So, interpreted languages are much more flexible and ideal when we write and execute code iteratively, but they are slower. On the contrary, compiled languages are very fast and efficient but they require to be compiled first. Therefore, when performance is important, we should use compiled code. However, this does not mean that we necessarily have to write code in compiled languages, we can simply check if there are available libraries that implement compiled code for our needs. In fact, many interpreted programming languages provide libraries based on compiled code to execute specific tasks very efficiently.
Parallel and Serial Processing. Depending on the specific task, we can improve performance by running it in parallel. In Serial Processing, a single task is executed at a time. On the contrary, in Parallel Processing, multiple tasks are executed at the same time.
r
knitr::include_graphics("images/coding/coding.png")
Parallel processing, allows us to take advantage of the multiple processors available on our machine to execute multiple tasks simultaneously. If our program involves the execution or repetitive independent computations, parallel processing can help us to step up in terms of performance. However, parallelization is an advanced topic that needs to be applied appropriately. In fact, there are many aspects to take into account. For example, not all tasks can be parallelized and the overall costs of parallelizing processes may be higher than the benefits.
So, parallelization is a wonderful world that can help us to reach incredible levels of performance but we need to use it with care.
To summarize, when performance is an issue, we should check that our code is written efficiently. In particular, we should always use vectorized operators if available and follow best practices when writing for loops. Next, if we really need to push the limits, we can consider compiled code and parallelization. These are very advanced topics that require specific knowledge. Fortunately, however, many dedicated libraries allow us to implement these solutions more easily. Get ready to break the benchmark!
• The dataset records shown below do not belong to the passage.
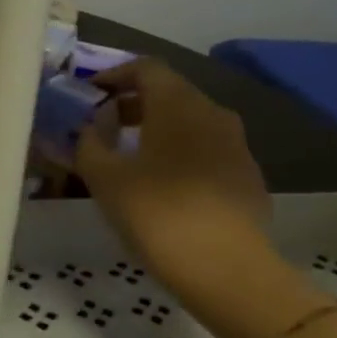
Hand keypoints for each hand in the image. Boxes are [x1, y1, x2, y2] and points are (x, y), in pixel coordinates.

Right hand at [75, 59, 271, 284]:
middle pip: (169, 92)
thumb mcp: (105, 179)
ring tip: (128, 155)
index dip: (115, 74)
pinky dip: (178, 153)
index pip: (146, 68)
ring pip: (189, 122)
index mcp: (178, 105)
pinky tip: (161, 184)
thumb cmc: (157, 214)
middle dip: (132, 103)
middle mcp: (212, 114)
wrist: (227, 269)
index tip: (90, 93)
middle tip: (102, 125)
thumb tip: (90, 127)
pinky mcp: (246, 176)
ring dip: (155, 128)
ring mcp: (236, 145)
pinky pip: (206, 150)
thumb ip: (89, 144)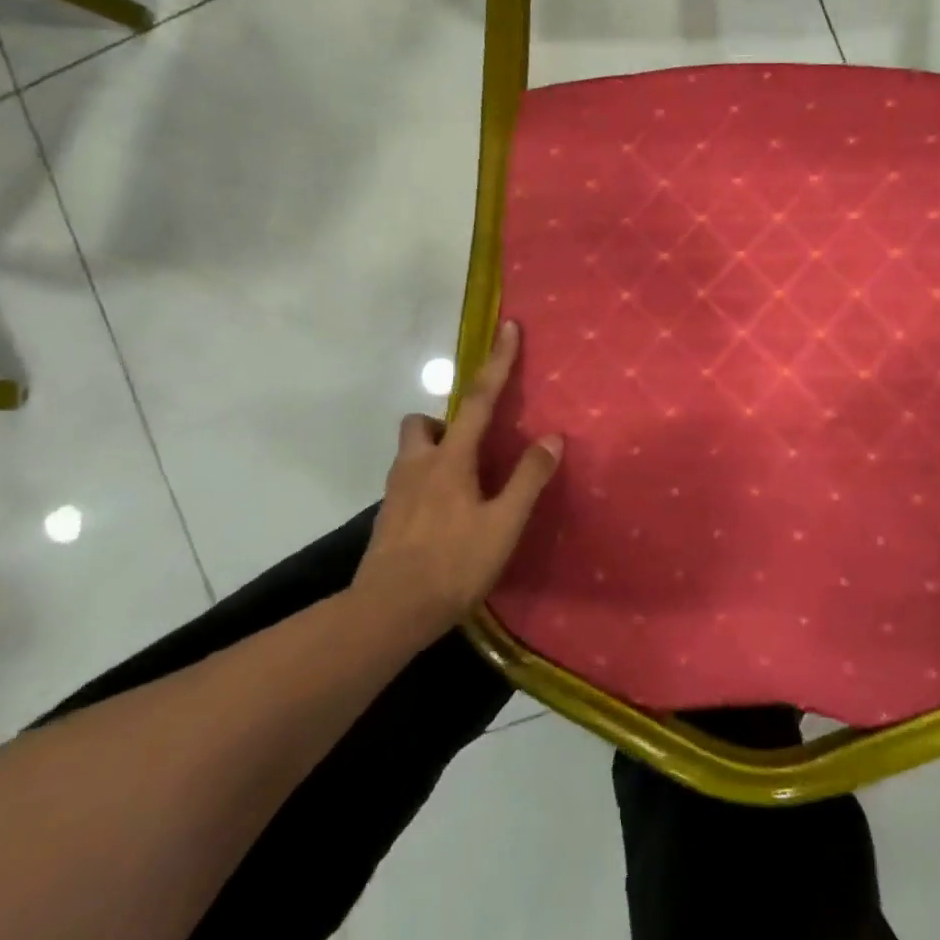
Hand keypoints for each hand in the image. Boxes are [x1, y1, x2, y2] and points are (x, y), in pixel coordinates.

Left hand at [354, 321, 562, 645]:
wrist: (389, 612)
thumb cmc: (453, 565)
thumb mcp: (503, 525)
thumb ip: (528, 479)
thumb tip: (552, 437)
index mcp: (449, 459)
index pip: (479, 399)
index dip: (497, 362)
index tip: (507, 327)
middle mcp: (416, 465)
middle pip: (421, 422)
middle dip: (444, 420)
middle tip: (472, 445)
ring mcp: (395, 492)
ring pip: (411, 452)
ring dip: (435, 452)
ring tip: (465, 484)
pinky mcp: (387, 517)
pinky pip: (408, 482)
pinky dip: (427, 483)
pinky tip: (445, 516)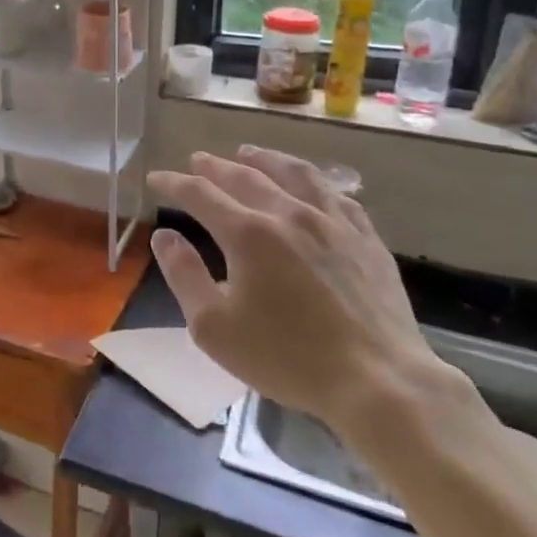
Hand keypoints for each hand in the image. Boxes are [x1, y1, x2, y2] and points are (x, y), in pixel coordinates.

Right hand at [146, 147, 457, 435]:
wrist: (379, 382)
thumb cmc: (287, 358)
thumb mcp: (214, 327)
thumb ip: (184, 275)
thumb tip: (164, 236)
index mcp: (248, 233)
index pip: (200, 194)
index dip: (174, 183)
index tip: (156, 179)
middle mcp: (289, 214)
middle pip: (245, 176)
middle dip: (215, 166)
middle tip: (198, 160)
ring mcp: (334, 223)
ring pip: (295, 174)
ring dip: (266, 159)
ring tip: (250, 153)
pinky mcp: (367, 240)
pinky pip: (337, 196)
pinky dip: (314, 182)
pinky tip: (311, 186)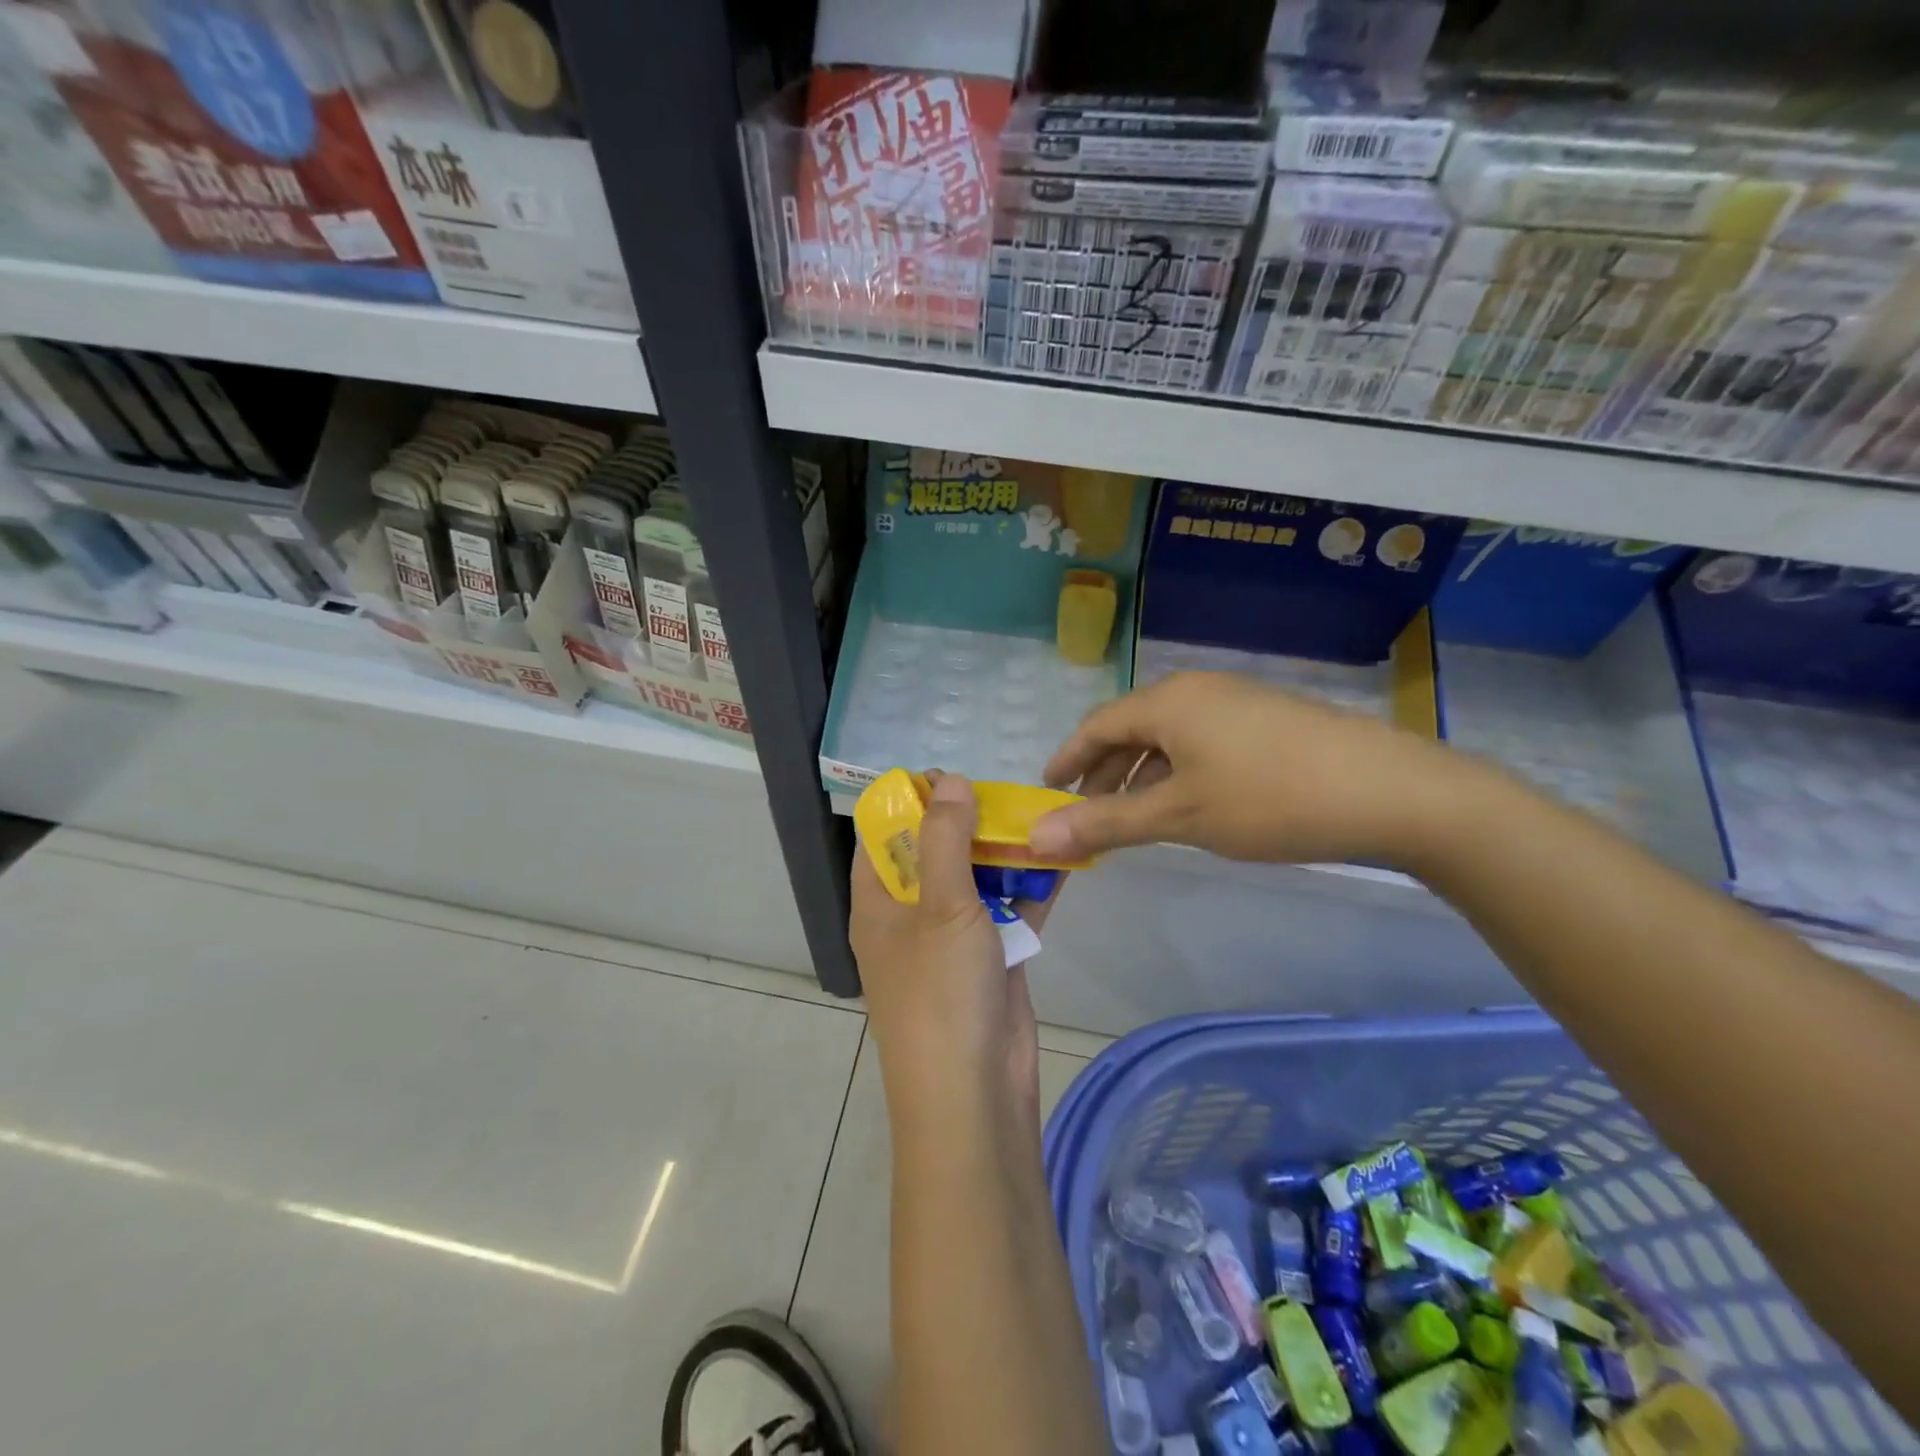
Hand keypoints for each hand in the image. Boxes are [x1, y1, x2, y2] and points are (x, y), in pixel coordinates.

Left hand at [851, 772, 1060, 1126]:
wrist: (974, 1096)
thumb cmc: (941, 993)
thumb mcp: (941, 906)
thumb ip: (946, 839)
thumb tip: (949, 780)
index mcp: (879, 903)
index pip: (882, 836)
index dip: (909, 803)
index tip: (949, 776)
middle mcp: (911, 916)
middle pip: (935, 853)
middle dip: (968, 823)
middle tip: (1006, 792)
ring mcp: (953, 940)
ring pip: (977, 880)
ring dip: (1005, 852)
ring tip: (1039, 813)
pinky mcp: (992, 960)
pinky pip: (1010, 911)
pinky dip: (1032, 887)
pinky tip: (1062, 855)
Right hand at [1028, 671, 1468, 867]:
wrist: (1390, 792)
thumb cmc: (1269, 800)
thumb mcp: (1178, 816)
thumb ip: (1105, 824)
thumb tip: (1035, 837)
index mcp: (1167, 702)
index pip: (1096, 726)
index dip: (1067, 759)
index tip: (1048, 790)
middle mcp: (1196, 690)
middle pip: (1131, 728)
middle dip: (1104, 772)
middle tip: (1087, 814)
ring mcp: (1236, 701)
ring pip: (1168, 737)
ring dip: (1141, 775)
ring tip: (1134, 817)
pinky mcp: (1267, 719)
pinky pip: (1201, 740)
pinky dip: (1177, 771)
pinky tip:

Another important aspect that we need to master when writing functions, is how a specific programming language evaluates and accesses variables from within a function. Again, we do not aim to provide a detailed discussion of this argument. Instead, we just want to introduce these concepts allowing us to familiarize ourselves with these relevant aspects that need to be understood more in-depth by studying programming language dedicated resources.
Environments. An environment is a virtual space where all objects, variables, and functions we created during our session are available. More technically, an environment is a collection that associates a set of names with a set of values. Usually, the main environment of our session is called “Global Environment”. Note that inside an environment names must be unique. So, for example, we can represent the global environment in the following way.
r
knitr::include_graphics("images/coding/glob-env-2.png")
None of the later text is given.